Eric underneath Superfly at the Solar Collector (rope still hanging, pretty steep!)
C&C Music FactoryAfter the first day at the Solar Collector, Sarah was nice enough to invite us over to the cabin where we found a pretty amazing spaghetti and homemade meatball feast hot and ready the second we walked in the door.  Maybe one of the best post-climbing meals ever!  The next day I finally made it to the Chocolate Factory.  For the past year whenever I heard the name I pictured these guys, dancing by the rock. They weren't there, disappointing.




Sarah,  7th day in a row!
Fromke on the group's high point for the day of Cat's Demise
Thierry
About to fall. Photo by Thierry
Pretty fun, "It's cool, I love it." -TM

Saturday, May 7, 2011

Grand Teton Recon

Nate slipping on race skins

I've been itching for a bit of a change in scenery so for my day off this week I made a quick trip up to the Tetons to see if I could add fuel to my already intense desire to ski some of that stuff.  I joined local NB and our plan was to climb the North Ridge of the Middle Teton and then ski off the SW Couloir in an effort to smooth out part of a future traverse.  We figured that would be the most fun way up and the safest way down since there seems to be some lingering instability in the snow pack, although the consensus appears to be that up to around 11,500 feet conditions are decently safe.  

The day dawned clear but the predicted overnight freeze failed to occur at the lower elevations making the approach to Garnet through the isothermic mess a real time sink.

Once at the Meadows, conditions hardened and we were able to move quickly.  By all signs, it looked like we'd have a fabulous day.

Nez Perce and the Middle Teton

Spooky Face
As we traveled through the Meadows, a solemn feel took the air as we passed by the site of the huge recent SAR recovery effort.  It's sobering to realize that such a mistake could be so tragic.

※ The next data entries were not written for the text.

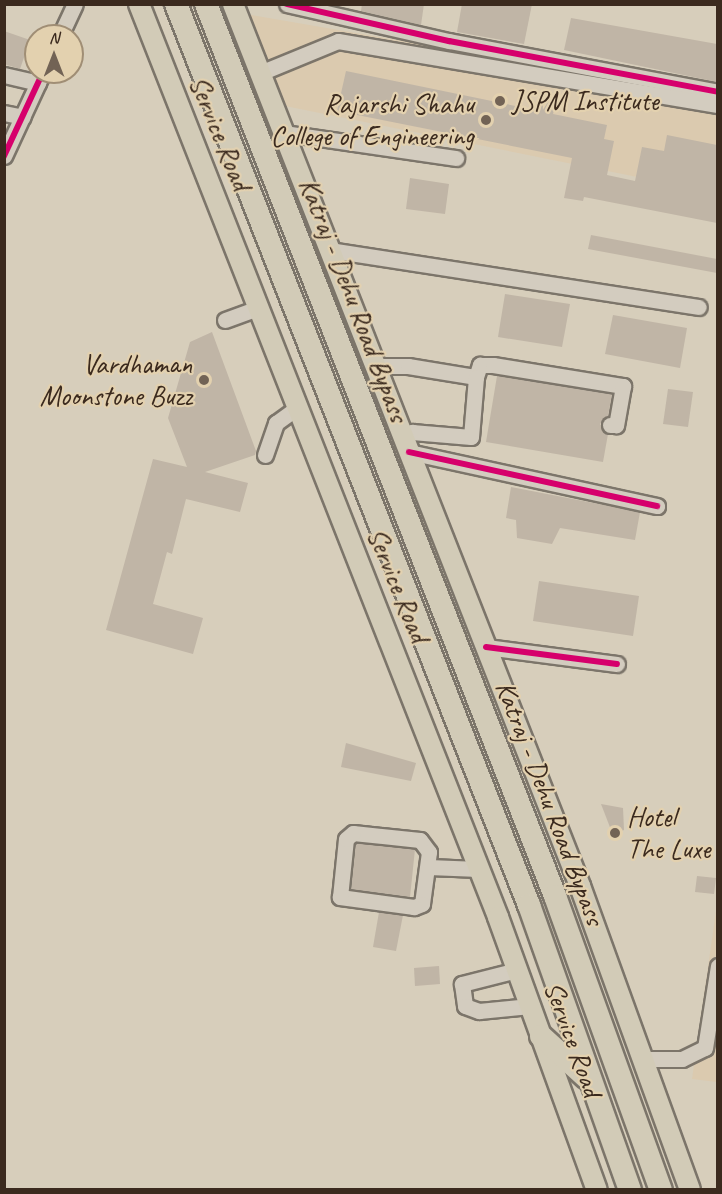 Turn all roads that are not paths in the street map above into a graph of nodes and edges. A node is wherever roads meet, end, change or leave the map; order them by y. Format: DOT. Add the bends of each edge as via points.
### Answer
graph roads {
  1 [pos="75,4"];
  2 [pos="139,4"];
  3 [pos="176,4"];
  4 [pos="206,4"];
  5 [pos="233,4"];
  6 [pos="287,4"];
  7 [pos="66,24"];
  8 [pos="260,73"];
  9 [pos="4,75"];
  10 [pos="24,77"];
  11 [pos="37,84"];
  12 [pos="717,92"];
  13 [pos="717,105"];
  14 [pos="4,113"];
  15 [pos="23,117"];
  16 [pos="284,133"];
  17 [pos="4,156"];
  18 [pos="456,158"];
  19 [pos="330,250"];
  20 [pos="699,307"];
  21 [pos="258,308"];
  22 [pos="225,320"];
  23 [pos="376,366"];
  24 [pos="476,377"];
  25 [pos="297,408"];
  26 [pos="610,425"];
  27 [pos="407,446"];
  28 [pos="264,455"];
  29 [pos="657,506"];
  30 [pos="486,647"];
  31 [pos="617,664"];
  32 [pos="428,867"];
  33 [pos="479,869"];
  34 [pos="717,966"];
  35 [pos="517,970"];
  36 [pos="530,1006"];
  37 [pos="541,1036"];
  38 [pos="643,1059"];
  39 [pos="591,1081"];
  40 [pos="597,1190"];
  41 [pos="630,1190"];
  42 [pos="661,1190"];
  43 [pos="690,1190"];
  1 -- 7 [label="street"];
  2 -- 21 [label="main road, Service Road"];
  3 -- 39 [label="highway, Katraj - Dehu Road Bypass" via="529,905"];
  4 -- 42 [label="highway, Katraj - Dehu Road Bypass" via="555,896"];
  5 -- 8 [label="main road, Service Road"];
  6 -- 12 [label="street" via="449,41"];
  8 -- 13 [label="street" via="339,41"];
  8 -- 16 [label="main road, Service Road"];
  9 -- 10 [label="street"];
  11 -- 15 [label="street"];
  14 -- 15 [label="street"];
  15 -- 17 [label="street"];
  16 -- 18 [label="street"];
  16 -- 19 [label="main road, Service Road"];
  19 -- 20 [label="street"];
  19 -- 23 [label="main road, Service Road"];
  21 -- 22 [label="street"];
  21 -- 25 [label="main road, Service Road"];
  23 -- 24 [label="street" via="408,366"];
  23 -- 27 [label="main road, Service Road"];
  24 -- 26 [label="street" via="480,364 493,364 623,386 616,425"];
  24 -- 27 [label="street" via="471,437 412,432"];
  25 -- 28 [label="street" via="276,423"];
  25 -- 33 [label="main road, Service Road"];
  27 -- 29 [label="street"];
  27 -- 30 [label="main road, Service Road"];
  30 -- 31 [label="street"];
  30 -- 38 [label="main road, Service Road"];
  32 -- 32 [label="street" via="429,852 420,840 353,833 346,839 339,894 419,906"];
  32 -- 33 [label="street"];
  33 -- 35 [label="main road, Service Road"];
  34 -- 38 [label="street" via="705,1048 682,1059"];
  35 -- 36 [label="main road, Service Road"];
  35 -- 36 [label="street" via="462,984 465,1006 479,1011"];
  36 -- 37 [label="main road, Service Road"];
  37 -- 39 [label="highway"];
  37 -- 40 [label="main road, Service Road"];
  38 -- 43 [label="main road, Service Road"];
  39 -- 41 [label="highway, Katraj - Dehu Road Bypass"];
} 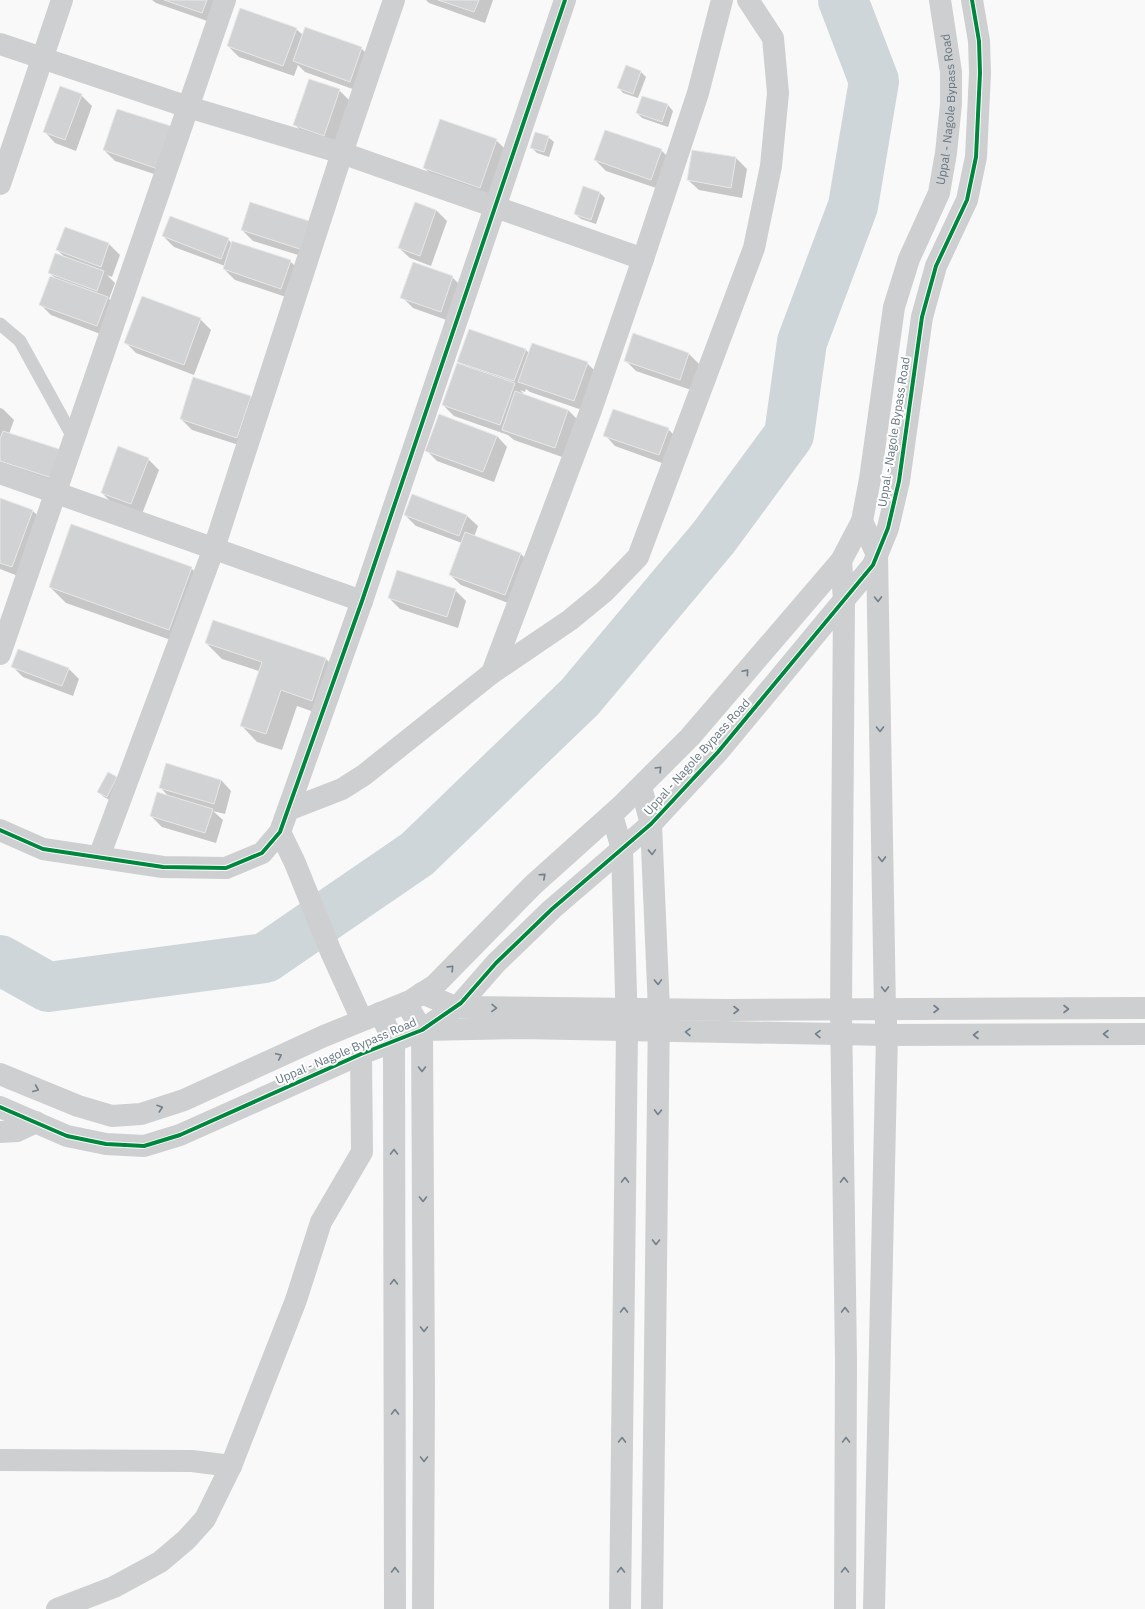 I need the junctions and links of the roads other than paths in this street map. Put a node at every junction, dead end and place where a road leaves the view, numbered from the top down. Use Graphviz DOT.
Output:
graph roads {
  1 [pos="62,0"];
  2 [pos="226,0"];
  3 [pos="394,0"];
  4 [pos="565,0"];
  5 [pos="722,0"];
  6 [pos="748,0"];
  7 [pos="940,0"];
  8 [pos="972,0"];
  9 [pos="0,44"];
  10 [pos="42,59"];
  11 [pos="188,107"];
  12 [pos="342,153"];
  13 [pos="0,184"];
  14 [pos="496,208"];
  15 [pos="643,259"];
  16 [pos="0,324"];
  17 [pos="74,439"];
  18 [pos="0,473"];
  19 [pos="56,492"];
  20 [pos="862,521"];
  21 [pos="214,548"];
  22 [pos="877,555"];
  23 [pos="841,561"];
  24 [pos="844,600"];
  25 [pos="362,601"];
  26 [pos="1,649"];
  27 [pos="492,673"];
  28 [pos="641,786"];
  29 [pos="288,810"];
  30 [pos="612,815"];
  31 [pos="651,824"];
  32 [pos="0,830"];
  33 [pos="280,832"];
  34 [pos="622,849"];
  35 [pos="99,857"];
  36 [pos="414,998"];
  37 [pos="455,1007"];
  38 [pos="1145,1008"];
  39 [pos="659,1010"];
  40 [pos="841,1010"];
  41 [pos="885,1010"];
  42 [pos="371,1017"];
  43 [pos="626,1020"];
  44 [pos="422,1030"];
  45 [pos="659,1031"];
  46 [pos="842,1034"];
  47 [pos="1145,1034"];
  48 [pos="887,1035"];
  49 [pos="394,1042"];
  50 [pos="361,1054"];
  51 [pos="0,1074"];
  52 [pos="0,1107"];
  53 [pos="36,1122"];
  54 [pos="0,1132"];
  55 [pos="0,1460"];
  56 [pos="231,1466"];
  57 [pos="57,1609"];
  58 [pos="395,1609"];
  59 [pos="423,1609"];
  60 [pos="620,1609"];
  61 [pos="652,1609"];
  62 [pos="845,1609"];
  63 [pos="874,1609"];
  1 -- 10 [label="street"];
  2 -- 11 [label="street"];
  3 -- 12 [label="street"];
  4 -- 14 [label="street"];
  5 -- 15 [label="street"];
  6 -- 27 [label="street"];
  7 -- 20 [label="street, Uppal - Nagole Bypass Road"];
  8 -- 22 [label="street, Uppal - Nagole Bypass Road"];
  9 -- 10 [label="street"];
  10 -- 11 [label="street"];
  10 -- 13 [label="street"];
  11 -- 12 [label="street"];
  11 -- 17 [label="street"];
  12 -- 14 [label="street"];
  12 -- 21 [label="street"];
  14 -- 15 [label="street"];
  14 -- 25 [label="street"];
  15 -- 27 [label="street"];
  16 -- 17 [label="lane"];
  17 -- 19 [label="street"];
  18 -- 19 [label="street"];
  19 -- 21 [label="street"];
  19 -- 26 [label="street"];
  20 -- 22 [label="street"];
  20 -- 23 [label="street, Uppal - Nagole Bypass Road"];
  21 -- 25 [label="street"];
  21 -- 35 [label="street"];
  22 -- 24 [label="street, Uppal - Nagole Bypass Road"];
  22 -- 41 [label="street, one-way"];
  23 -- 24 [label="street"];
  28 -- 23 [label="street, Uppal - Nagole Bypass Road, one-way"];
  24 -- 31 [label="street, Uppal - Nagole Bypass Road"];
  24 -- 40 [label="street"];
  25 -- 29 [label="street"];
  27 -- 29 [label="street"];
  28 -- 30 [label="street, Uppal - Nagole Bypass Road"];
  28 -- 31 [label="street"];
  29 -- 33 [label="street"];
  30 -- 34 [label="street"];
  36 -- 30 [label="street, Uppal - Nagole Bypass Road, one-way"];
  31 -- 34 [label="street, Uppal - Nagole Bypass Road"];
  31 -- 39 [label="street, one-way"];
  32 -- 35 [label="street"];
  33 -- 35 [label="street"];
  33 -- 42 [label="street"];
  34 -- 37 [label="street, Uppal - Nagole Bypass Road"];
  34 -- 43 [label="street"];
  36 -- 37 [label="street"];
  36 -- 42 [label="street, Uppal - Nagole Bypass Road"];
  36 -- 44 [label="street"];
  37 -- 43 [label="street, one-way"];
  37 -- 44 [label="street, Uppal - Nagole Bypass Road"];
  41 -- 38 [label="street, one-way"];
  39 -- 40 [label="street, one-way"];
  39 -- 43 [label="street"];
  39 -- 45 [label="street"];
  40 -- 41 [label="street"];
  40 -- 46 [label="street"];
  41 -- 48 [label="street"];
  42 -- 49 [label="street"];
  51 -- 42 [label="street, Uppal - Nagole Bypass Road, one-way"];
  43 -- 44 [label="street"];
  43 -- 45 [label="street"];
  60 -- 43 [label="street, one-way"];
  44 -- 49 [label="street, Uppal - Nagole Bypass Road"];
  44 -- 59 [label="street, one-way"];
  46 -- 45 [label="street, one-way"];
  45 -- 61 [label="street, one-way"];
  46 -- 48 [label="street"];
  62 -- 46 [label="street, one-way"];
  47 -- 48 [label="street, one-way"];
  48 -- 63 [label="street"];
  49 -- 50 [label="street, Uppal - Nagole Bypass Road"];
  58 -- 49 [label="street, one-way"];
  50 -- 53 [label="street, Uppal - Nagole Bypass Road"];
  50 -- 56 [label="street"];
  52 -- 53 [label="street, Uppal - Nagole Bypass Road"];
  53 -- 54 [label="street"];
  55 -- 56 [label="street"];
  56 -- 57 [label="street"];
}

The Spooky Face high on Nez Perce did not help the mood.

After booting up though a punchy lower headwall, we were greeted by incoming clouds, high winds, and snow flurries.  It didn't take long to agree to bail on the idea of spending the morning high on the Middle, trying not to get blown off.  Instead, we headed for the Teepee Glacier so I could get a better look at some future projects.  


Nate in the talus heading for the Teepee with the Middle Teton in the background

The evocative Grand Teton hiding in the clouds



We traveled up onto the Teepee where still finding seemingly stable snow, I began to become intoxicated by the allure of the Grand.  I wanted to "just keep going until things got sketchy" and turn around there.  It took multiple attempts for Nate to talk me back to reality. 

In the Wasatch, we often push through bad weather, climbing or skiing in storms, and are familiar with the snowpack.  The Tetons seem to merit more respect.


As a consolation, we decided to ski the Dike Couloir into Glacier Gulch to make a scenic tour out of the day.
Nate dropping into the Dike Couloir

Nate hiking back out of the Dike Couloir

We made about 5 turns and pulled over above a steep rollover.  The aspect was slightly NW and the snow felt a little more slabby than everything else we had encountered thus far.  We reasoned that Glacier Gulch would look about the same as Garnet Canyon so we played it safe and booted back out. It's that damn Rando Steve's fault for putting the fear of the avalanche in us. 

The ski out transitioned from hardpack to corn (briefly) to isothermic slop.  Conditions are approaching a transitioning point and with a bit of high pressure could lead to some big goals finally being realized.  

NB skiing out Garnet Cayon

For all of you out there still praying for snow..STOP IT!  It's ruining my spring.